Practice Makes Imperfect

"Can you knit three versions of a scarf?" the drama teacher asked a few weeks ago. "We need it for the play.  Can you make one that looks just started, another that is about halfway through, and another that is almost done?"

"Sure," I told him without hesitation.  Since I work at the school, too, I wondered if I could knit it and count it as work.  What do you think?  Maybe a row here or there?

"Can you make it look like a child is knitting it, you know, full of mistakes?" he went on to ask.

"Ummm," I replied.  I didn't see why not.  What permission, what freedom, what encouragement to knit without a care in the world!  The play is The Diary of Anne Frank; for Hanukkah, Anne gives her father a scarf she has knitted out of bits of yarn.  "Crudely knit, narrow in the center, huge on the ends," read the stage directions.  She knitted it in the dark, late at night, after writing in her diary.

I picked out big needles (size 15) and chunky yarn (Lion Brand Wool-Ease) that promises on the label, "Thick and Quick".  No problem.  I can knit these up in no time.

Except that it turns out I don't now how to make mistakes.  Well, not on purpose, anyway.  I tried a yarn over, but the hole it made wasn't very big.  I tried a triple yarn over, and knit a few rows before undoing it (slipping the yarned-over stitches each time), but that hole wasn't much bigger.  Ummm...

I could drop a stitch somewhere, but I'm worried about how far it will go, and whether a dropped stitch in one version can be exactly duplicated in the second and third version.  I can definitely make a narrow middle and huge ends, but I'm not sure it looks crudely knit.

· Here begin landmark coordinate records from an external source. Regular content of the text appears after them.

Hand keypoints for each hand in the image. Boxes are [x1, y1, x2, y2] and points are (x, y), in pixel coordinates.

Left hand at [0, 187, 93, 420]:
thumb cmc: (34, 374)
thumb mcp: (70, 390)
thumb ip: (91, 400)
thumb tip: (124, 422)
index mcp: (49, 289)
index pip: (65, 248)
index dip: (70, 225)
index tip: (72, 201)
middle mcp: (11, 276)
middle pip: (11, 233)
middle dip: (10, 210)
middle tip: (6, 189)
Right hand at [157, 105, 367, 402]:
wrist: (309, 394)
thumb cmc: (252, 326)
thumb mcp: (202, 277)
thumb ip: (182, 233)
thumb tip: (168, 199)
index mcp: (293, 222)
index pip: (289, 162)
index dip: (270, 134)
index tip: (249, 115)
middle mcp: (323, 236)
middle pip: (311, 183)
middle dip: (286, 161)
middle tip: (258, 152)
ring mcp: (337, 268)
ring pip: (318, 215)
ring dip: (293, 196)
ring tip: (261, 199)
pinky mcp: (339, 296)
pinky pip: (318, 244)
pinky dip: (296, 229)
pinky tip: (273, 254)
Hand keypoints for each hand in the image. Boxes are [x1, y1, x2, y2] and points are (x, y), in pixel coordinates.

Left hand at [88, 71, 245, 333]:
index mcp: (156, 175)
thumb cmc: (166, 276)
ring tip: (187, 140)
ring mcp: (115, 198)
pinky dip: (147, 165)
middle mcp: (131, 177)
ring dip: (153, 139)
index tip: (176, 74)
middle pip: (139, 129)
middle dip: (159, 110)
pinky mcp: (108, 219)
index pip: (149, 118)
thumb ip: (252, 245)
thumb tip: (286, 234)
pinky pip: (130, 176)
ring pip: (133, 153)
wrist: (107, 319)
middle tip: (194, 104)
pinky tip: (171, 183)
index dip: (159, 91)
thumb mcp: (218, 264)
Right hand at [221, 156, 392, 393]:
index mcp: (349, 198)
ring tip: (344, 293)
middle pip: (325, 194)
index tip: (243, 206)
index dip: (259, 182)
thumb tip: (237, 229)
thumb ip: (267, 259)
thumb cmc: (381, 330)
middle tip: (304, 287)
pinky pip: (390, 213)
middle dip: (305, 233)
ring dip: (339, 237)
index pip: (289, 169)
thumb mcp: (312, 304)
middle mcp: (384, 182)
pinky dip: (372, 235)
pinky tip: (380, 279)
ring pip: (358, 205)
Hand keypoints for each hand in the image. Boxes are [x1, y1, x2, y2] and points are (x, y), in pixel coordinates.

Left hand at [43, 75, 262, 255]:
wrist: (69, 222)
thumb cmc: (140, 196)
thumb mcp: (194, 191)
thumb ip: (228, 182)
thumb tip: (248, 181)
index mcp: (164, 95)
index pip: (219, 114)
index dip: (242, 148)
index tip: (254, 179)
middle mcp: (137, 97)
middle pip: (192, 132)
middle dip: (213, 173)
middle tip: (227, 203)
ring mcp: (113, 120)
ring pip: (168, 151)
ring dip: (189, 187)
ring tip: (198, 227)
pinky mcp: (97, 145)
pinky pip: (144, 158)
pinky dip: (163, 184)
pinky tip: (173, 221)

I don't know if it's good thing or a bad thing to not be able to make convincing mistakes.  Perfection is appealing to me, but has generally proven unattainable.  I make mistakes every day - today I was late for a meeting, said the wrong thing at the wrong time in chapel, and ate more celebratory ice cream (someone got all A's on his report card!) than I meant to.  And while I may feel bad that I kept someone waiting, or embarrassed that I mislead four hundred people in prayer, or guilty that I ate so much dessert, the world has not ended.  In fact, it may be an easier place to live.  The meeting went well.  The students got to laugh with me when I discovered my mistake.  The ice cream was yummy and I'm proud of my son for his own hard work.

Maybe I'll go drop that stitch after all...knit a little loosely...make a nice big mistake!



Cathy said...

Three cheers for an imperfect but redeemable world!!!

mississippi artist said...

You should have asked me to do this. I would have made mistakes left and right, and certainly would not have to ponder and think about how to do it!